**WHAT THE EXERCISE ASKS**:
Quote the listing below in full and exactly as written, but omit every picture.

== SOURCE DATA

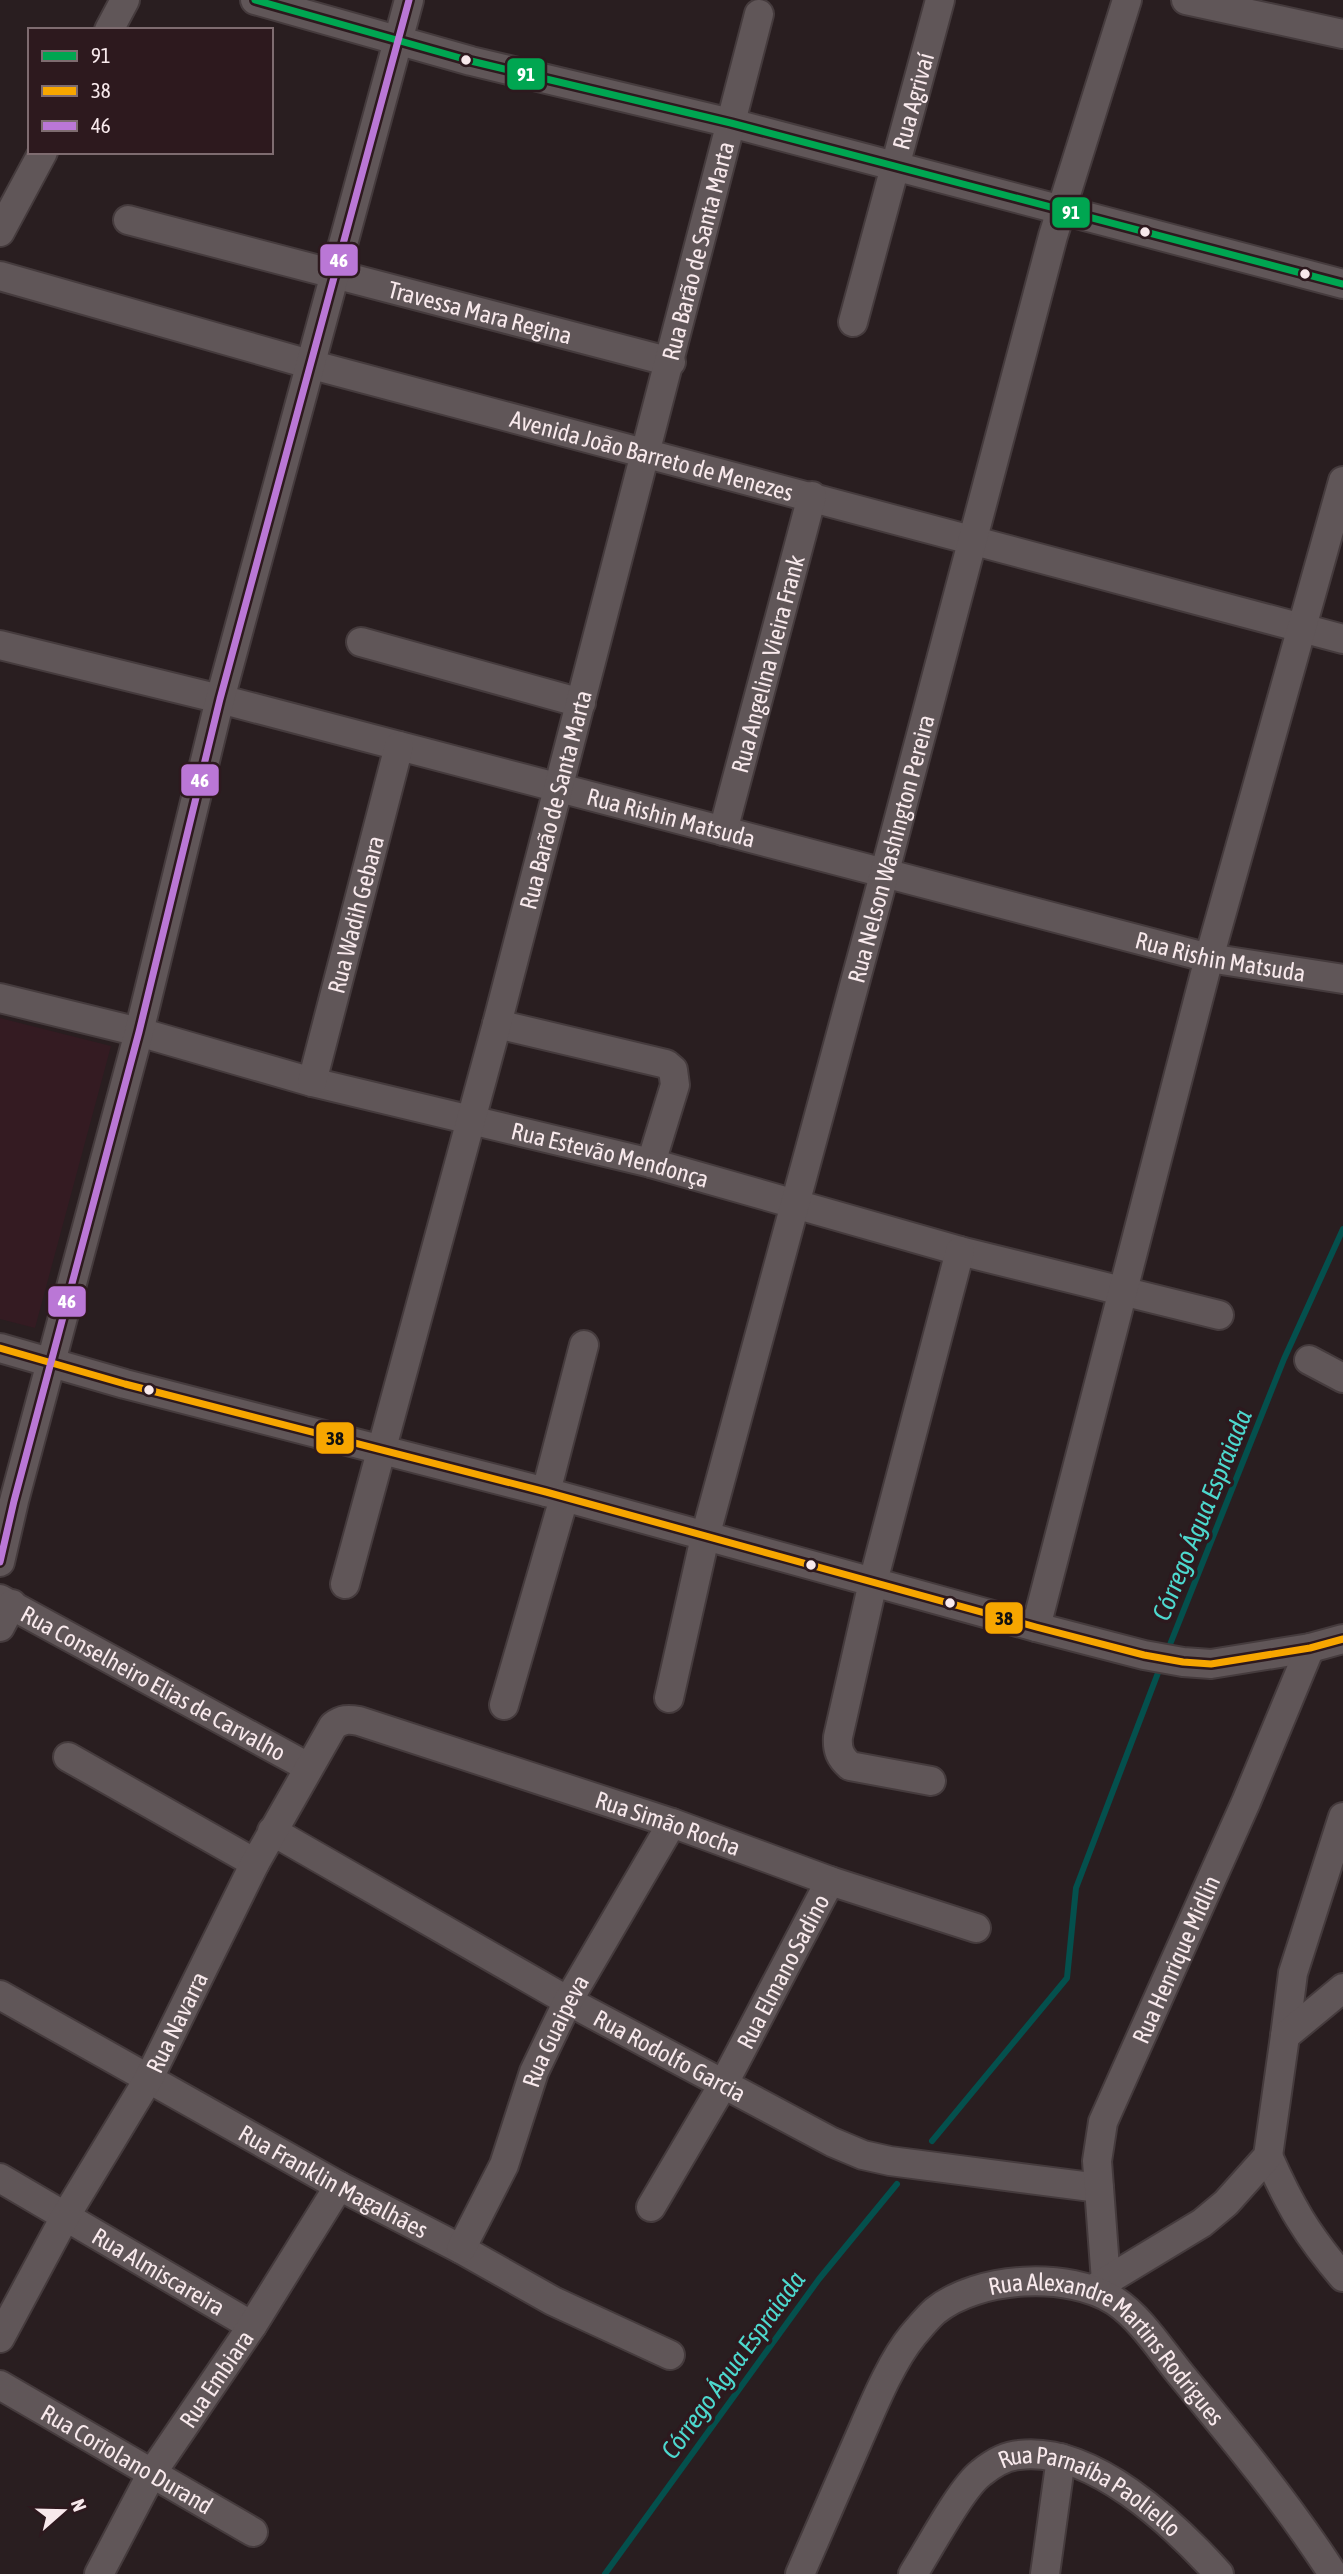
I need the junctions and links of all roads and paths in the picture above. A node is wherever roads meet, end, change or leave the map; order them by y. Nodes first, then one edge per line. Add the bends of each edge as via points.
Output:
1 (125, 0) edge
2 (256, 0) edge
3 (409, 0) edge
4 (940, 0) edge
5 (1126, 0) edge
6 (1186, 0) edge
7 (758, 15) dead end
8 (110, 28) edge
9 (1343, 34) edge
10 (399, 41) junction
11 (731, 123) junction
12 (42, 154) edge
13 (896, 168) junction
14 (1060, 210) junction
15 (128, 220) dead end
16 (0, 232) edge
17 (334, 275) junction
18 (0, 276) edge
19 (1343, 284) edge
20 (853, 322) dead end
21 (671, 362) junction
22 (309, 364) junction
23 (646, 452) junction
24 (1343, 481) edge
25 (812, 496) junction
26 (972, 541) junction
27 (1303, 629) junction
28 (1343, 639) edge
29 (361, 642) dead end
30 (0, 645) edge
31 (220, 699) junction
32 (581, 703) junction
33 (399, 746) junction
34 (559, 788) junction
35 (723, 831) junction
36 (884, 875) junction
37 (1209, 958) junction
38 (1343, 979) edge
39 (0, 998) edge
40 (497, 1024) junction
41 (139, 1032) junction
42 (312, 1082) junction
43 (470, 1119) junction
44 (651, 1163) junction
45 (795, 1205) junction
46 (960, 1251) junction
47 (1122, 1290) junction
48 (1219, 1315) dead end
49 (584, 1345) dead end
50 (0, 1348) edge
51 (1309, 1360) dead end
52 (51, 1362) junction
53 (1343, 1378) edge
54 (382, 1451) junction
55 (555, 1495) junction
56 (705, 1537) junction
57 (0, 1562) edge
58 (873, 1582) junction
59 (345, 1584) dead end
60 (4, 1610) edge
61 (1035, 1628) junction
62 (1343, 1639) edge
63 (1310, 1648) junction
64 (669, 1699) dead end
65 (504, 1705) dead end
66 (359, 1721) joint
67 (68, 1757) dead end
68 (309, 1767) junction
69 (931, 1781) dead end
70 (1343, 1817) edge
71 (672, 1823) junction
72 (272, 1831) junction
73 (255, 1863) junction
74 (830, 1881) junction
75 (976, 1928) dead end
76 (1343, 1988) edge
77 (0, 1995) edge
78 (568, 2001) junction
79 (1286, 2036) junction
80 (149, 2078) junction
81 (724, 2083) junction
82 (1268, 2155) junction
83 (0, 2178) edge
84 (339, 2186) junction
85 (1099, 2188) junction
86 (652, 2207) dead end
87 (65, 2217) junction
88 (461, 2249) junction
89 (1343, 2277) edge
90 (1100, 2285) junction
91 (252, 2326) junction
92 (0, 2338) edge
93 (670, 2355) dead end
94 (0, 2385) edge
95 (1061, 2458) junction
96 (152, 2473) junction
97 (253, 2532) dead end
98 (99, 2574) edge
99 (800, 2574) edge
100 (913, 2574) edge
101 (1045, 2574) edge
102 (1219, 2574) edge
103 (1333, 2574) edge

1 - 8 street
2 - 10 street
3 - 10 street
4 - 13 street, Rua Agrivaí
5 - 14 street, Rua Nelson Washington Pereira
6 - 9 street
7 - 11 street, Rua Barão de Santa Marta
10 - 11 street
10 - 17 street
11 - 13 street
11 - 21 street, Rua Barão de Santa Marta
12 - 16 street
13 - 14 street
13 - 20 street, Rua Agrivaí
14 - 19 street
14 - 26 street, Rua Nelson Washington Pereira
15 - 17 street, Travessa Mara Regina
17 - 21 street, Travessa Mara Regina
17 - 22 street
18 - 22 street, Avenida João Barreto de Menezes
21 - 23 street, Rua Barão de Santa Marta
22 - 23 street, Avenida João Barreto de Menezes
22 - 31 street
23 - 25 street, Avenida João Barreto de Menezes
23 - 32 street, Rua Barão de Santa Marta
24 - 27 street
25 - 26 street, Avenida João Barreto de Menezes
25 - 35 street, Rua Angelina Vieira Frank
26 - 27 street, Avenida João Barreto de Menezes
26 - 36 street, Rua Nelson Washington Pereira
27 - 28 street, Avenida João Barreto de Menezes
27 - 37 street
29 - 32 street
30 - 31 street, Rua Rishin Matsuda
31 - 33 street, Rua Rishin Matsuda
31 - 41 street
32 - 34 street, Rua Barão de Santa Marta
33 - 34 street, Rua Rishin Matsuda
33 - 42 street, Rua Wadih Gebara
34 - 35 street, Rua Rishin Matsuda
34 - 40 street, Rua Barão de Santa Marta
35 - 36 street, Rua Rishin Matsuda
36 - 37 street, Rua Rishin Matsuda
36 - 45 street, Rua Nelson Washington Pereira
37 - 38 street, Rua Rishin Matsuda
37 - 47 street
39 - 41 street, Rua Estevão Mendonça
40 - 43 street, Rua Barão de Santa Marta
40 - 44 street via 666,1064 673,1070 675,1085
41 - 42 street, Rua Estevão Mendonça
41 - 52 street
42 - 43 street, Rua Estevão Mendonça
43 - 44 street, Rua Estevão Mendonça
43 - 54 street, Rua Barão de Santa Marta
44 - 45 street, Rua Estevão Mendonça
45 - 46 street, Rua Estevão Mendonça
45 - 56 street, Rua Nelson Washington Pereira
46 - 47 street, Rua Estevão Mendonça
46 - 58 street
47 - 48 street, Rua Estevão Mendonça
47 - 61 street
49 - 55 street
50 - 52 street
51 - 53 street
52 - 54 street
52 - 57 street
54 - 55 street
54 - 59 street, Rua Barão de Santa Marta
55 - 56 street
55 - 65 street
56 - 58 street
56 - 64 street, Rua Nelson Washington Pereira
58 - 61 street
58 - 69 street via 838,1749 849,1766
60 - 68 street, Rua Conselheiro Elias de Carvalho
61 - 63 street via 1183,1662 1211,1664
62 - 63 street
63 - 85 street, Rua Henrique Midlin via 1103,2122
66 - 68 street, Rua Navarra via 348,1719 333,1726
66 - 71 street, Rua Simão Rocha
67 - 73 street
68 - 72 street, Rua Navarra
70 - 79 street via 1293,1973
71 - 74 street, Rua Simão Rocha
71 - 78 street, Rua Guaipeva
72 - 73 street, Rua Navarra
72 - 78 street, Rua Rodolfo Garcia
73 - 80 street, Rua Navarra
74 - 75 street, Rua Simão Rocha
74 - 81 street, Rua Elmano Sadino
76 - 79 street
77 - 80 street, Rua Franklin Magalhães
78 - 81 street, Rua Rodolfo Garcia
78 - 88 street, Rua Guaipeva via 534,2072 504,2165
79 - 82 street
80 - 84 street, Rua Franklin Magalhães
80 - 87 street, Rua Navarra
81 - 85 street, Rua Rodolfo Garcia via 863,2155
81 - 86 street, Rua Elmano Sadino
82 - 89 street via 1288,2202 1312,2241
82 - 90 street via 1202,2223
83 - 87 street, Rua Almiscareira
84 - 88 street, Rua Franklin Magalhães
84 - 91 street, Rua Embiara
85 - 90 street, Rua Henrique Midlin
87 - 91 street, Rua Almiscareira
87 - 92 street, Rua Navarra
88 - 93 street, Rua Franklin Magalhães via 553,2301
90 - 99 street, Rua Alexandre Martins Rodrigues via 1027,2281 997,2285 964,2294 934,2311 911,2337 877,2396
90 - 103 street, Rua Alexandre Martins Rodrigues via 1140,2325 1258,2469
91 - 96 street, Rua Embiara
94 - 96 street, Rua Coriolano Durand
95 - 100 street, Rua Parnaíba Paoliello via 1018,2455 979,2474
95 - 101 street
95 - 102 street, Rua Parnaíba Paoliello via 1114,2483 1165,2521
96 - 97 street, Rua Coriolano Durand
96 - 98 street, Rua Embiara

====

**RESULT**:
I need the junctions and links of all roads and paths in the picture above. A node is wherever roads meet, end, change or leave the map; order them by y. Nodes first, then one edge per line. Add the bends of each edge as via points.
Output:
1 (125, 0) edge
2 (256, 0) edge
3 (409, 0) edge
4 (940, 0) edge
5 (1126, 0) edge
6 (1186, 0) edge
7 (758, 15) dead end
8 (110, 28) edge
9 (1343, 34) edge
10 (399, 41) junction
11 (731, 123) junction
12 (42, 154) edge
13 (896, 168) junction
14 (1060, 210) junction
15 (128, 220) dead end
16 (0, 232) edge
17 (334, 275) junction
18 (0, 276) edge
19 (1343, 284) edge
20 (853, 322) dead end
21 (671, 362) junction
22 (309, 364) junction
23 (646, 452) junction
24 (1343, 481) edge
25 (812, 496) junction
26 (972, 541) junction
27 (1303, 629) junction
28 (1343, 639) edge
29 (361, 642) dead end
30 (0, 645) edge
31 (220, 699) junction
32 (581, 703) junction
33 (399, 746) junction
34 (559, 788) junction
35 (723, 831) junction
36 (884, 875) junction
37 (1209, 958) junction
38 (1343, 979) edge
39 (0, 998) edge
40 (497, 1024) junction
41 (139, 1032) junction
42 (312, 1082) junction
43 (470, 1119) junction
44 (651, 1163) junction
45 (795, 1205) junction
46 (960, 1251) junction
47 (1122, 1290) junction
48 (1219, 1315) dead end
49 (584, 1345) dead end
50 (0, 1348) edge
51 (1309, 1360) dead end
52 (51, 1362) junction
53 (1343, 1378) edge
54 (382, 1451) junction
55 (555, 1495) junction
56 (705, 1537) junction
57 (0, 1562) edge
58 (873, 1582) junction
59 (345, 1584) dead end
60 (4, 1610) edge
61 (1035, 1628) junction
62 (1343, 1639) edge
63 (1310, 1648) junction
64 (669, 1699) dead end
65 (504, 1705) dead end
66 (359, 1721) joint
67 (68, 1757) dead end
68 (309, 1767) junction
69 (931, 1781) dead end
70 (1343, 1817) edge
71 (672, 1823) junction
72 (272, 1831) junction
73 (255, 1863) junction
74 (830, 1881) junction
75 (976, 1928) dead end
76 (1343, 1988) edge
77 (0, 1995) edge
78 (568, 2001) junction
79 (1286, 2036) junction
80 (149, 2078) junction
81 (724, 2083) junction
82 (1268, 2155) junction
83 (0, 2178) edge
84 (339, 2186) junction
85 (1099, 2188) junction
86 (652, 2207) dead end
87 (65, 2217) junction
88 (461, 2249) junction
89 (1343, 2277) edge
90 (1100, 2285) junction
91 (252, 2326) junction
92 (0, 2338) edge
93 (670, 2355) dead end
94 (0, 2385) edge
95 (1061, 2458) junction
96 (152, 2473) junction
97 (253, 2532) dead end
98 (99, 2574) edge
99 (800, 2574) edge
100 (913, 2574) edge
101 (1045, 2574) edge
102 (1219, 2574) edge
103 (1333, 2574) edge

1 - 8 street
2 - 10 street
3 - 10 street
4 - 13 street, Rua Agrivaí
5 - 14 street, Rua Nelson Washington Pereira
6 - 9 street
7 - 11 street, Rua Barão de Santa Marta
10 - 11 street
10 - 17 street
11 - 13 street
11 - 21 street, Rua Barão de Santa Marta
12 - 16 street
13 - 14 street
13 - 20 street, Rua Agrivaí
14 - 19 street
14 - 26 street, Rua Nelson Washington Pereira
15 - 17 street, Travessa Mara Regina
17 - 21 street, Travessa Mara Regina
17 - 22 street
18 - 22 street, Avenida João Barreto de Menezes
21 - 23 street, Rua Barão de Santa Marta
22 - 23 street, Avenida João Barreto de Menezes
22 - 31 street
23 - 25 street, Avenida João Barreto de Menezes
23 - 32 street, Rua Barão de Santa Marta
24 - 27 street
25 - 26 street, Avenida João Barreto de Menezes
25 - 35 street, Rua Angelina Vieira Frank
26 - 27 street, Avenida João Barreto de Menezes
26 - 36 street, Rua Nelson Washington Pereira
27 - 28 street, Avenida João Barreto de Menezes
27 - 37 street
29 - 32 street
30 - 31 street, Rua Rishin Matsuda
31 - 33 street, Rua Rishin Matsuda
31 - 41 street
32 - 34 street, Rua Barão de Santa Marta
33 - 34 street, Rua Rishin Matsuda
33 - 42 street, Rua Wadih Gebara
34 - 35 street, Rua Rishin Matsuda
34 - 40 street, Rua Barão de Santa Marta
35 - 36 street, Rua Rishin Matsuda
36 - 37 street, Rua Rishin Matsuda
36 - 45 street, Rua Nelson Washington Pereira
37 - 38 street, Rua Rishin Matsuda
37 - 47 street
39 - 41 street, Rua Estevão Mendonça
40 - 43 street, Rua Barão de Santa Marta
40 - 44 street via 666,1064 673,1070 675,1085
41 - 42 street, Rua Estevão Mendonça
41 - 52 street
42 - 43 street, Rua Estevão Mendonça
43 - 44 street, Rua Estevão Mendonça
43 - 54 street, Rua Barão de Santa Marta
44 - 45 street, Rua Estevão Mendonça
45 - 46 street, Rua Estevão Mendonça
45 - 56 street, Rua Nelson Washington Pereira
46 - 47 street, Rua Estevão Mendonça
46 - 58 street
47 - 48 street, Rua Estevão Mendonça
47 - 61 street
49 - 55 street
50 - 52 street
51 - 53 street
52 - 54 street
52 - 57 street
54 - 55 street
54 - 59 street, Rua Barão de Santa Marta
55 - 56 street
55 - 65 street
56 - 58 street
56 - 64 street, Rua Nelson Washington Pereira
58 - 61 street
58 - 69 street via 838,1749 849,1766
60 - 68 street, Rua Conselheiro Elias de Carvalho
61 - 63 street via 1183,1662 1211,1664
62 - 63 street
63 - 85 street, Rua Henrique Midlin via 1103,2122
66 - 68 street, Rua Navarra via 348,1719 333,1726
66 - 71 street, Rua Simão Rocha
67 - 73 street
68 - 72 street, Rua Navarra
70 - 79 street via 1293,1973
71 - 74 street, Rua Simão Rocha
71 - 78 street, Rua Guaipeva
72 - 73 street, Rua Navarra
72 - 78 street, Rua Rodolfo Garcia
73 - 80 street, Rua Navarra
74 - 75 street, Rua Simão Rocha
74 - 81 street, Rua Elmano Sadino
76 - 79 street
77 - 80 street, Rua Franklin Magalhães
78 - 81 street, Rua Rodolfo Garcia
78 - 88 street, Rua Guaipeva via 534,2072 504,2165
79 - 82 street
80 - 84 street, Rua Franklin Magalhães
80 - 87 street, Rua Navarra
81 - 85 street, Rua Rodolfo Garcia via 863,2155
81 - 86 street, Rua Elmano Sadino
82 - 89 street via 1288,2202 1312,2241
82 - 90 street via 1202,2223
83 - 87 street, Rua Almiscareira
84 - 88 street, Rua Franklin Magalhães
84 - 91 street, Rua Embiara
85 - 90 street, Rua Henrique Midlin
87 - 91 street, Rua Almiscareira
87 - 92 street, Rua Navarra
88 - 93 street, Rua Franklin Magalhães via 553,2301
90 - 99 street, Rua Alexandre Martins Rodrigues via 1027,2281 997,2285 964,2294 934,2311 911,2337 877,2396
90 - 103 street, Rua Alexandre Martins Rodrigues via 1140,2325 1258,2469
91 - 96 street, Rua Embiara
94 - 96 street, Rua Coriolano Durand
95 - 100 street, Rua Parnaíba Paoliello via 1018,2455 979,2474
95 - 101 street
95 - 102 street, Rua Parnaíba Paoliello via 1114,2483 1165,2521
96 - 97 street, Rua Coriolano Durand
96 - 98 street, Rua Embiara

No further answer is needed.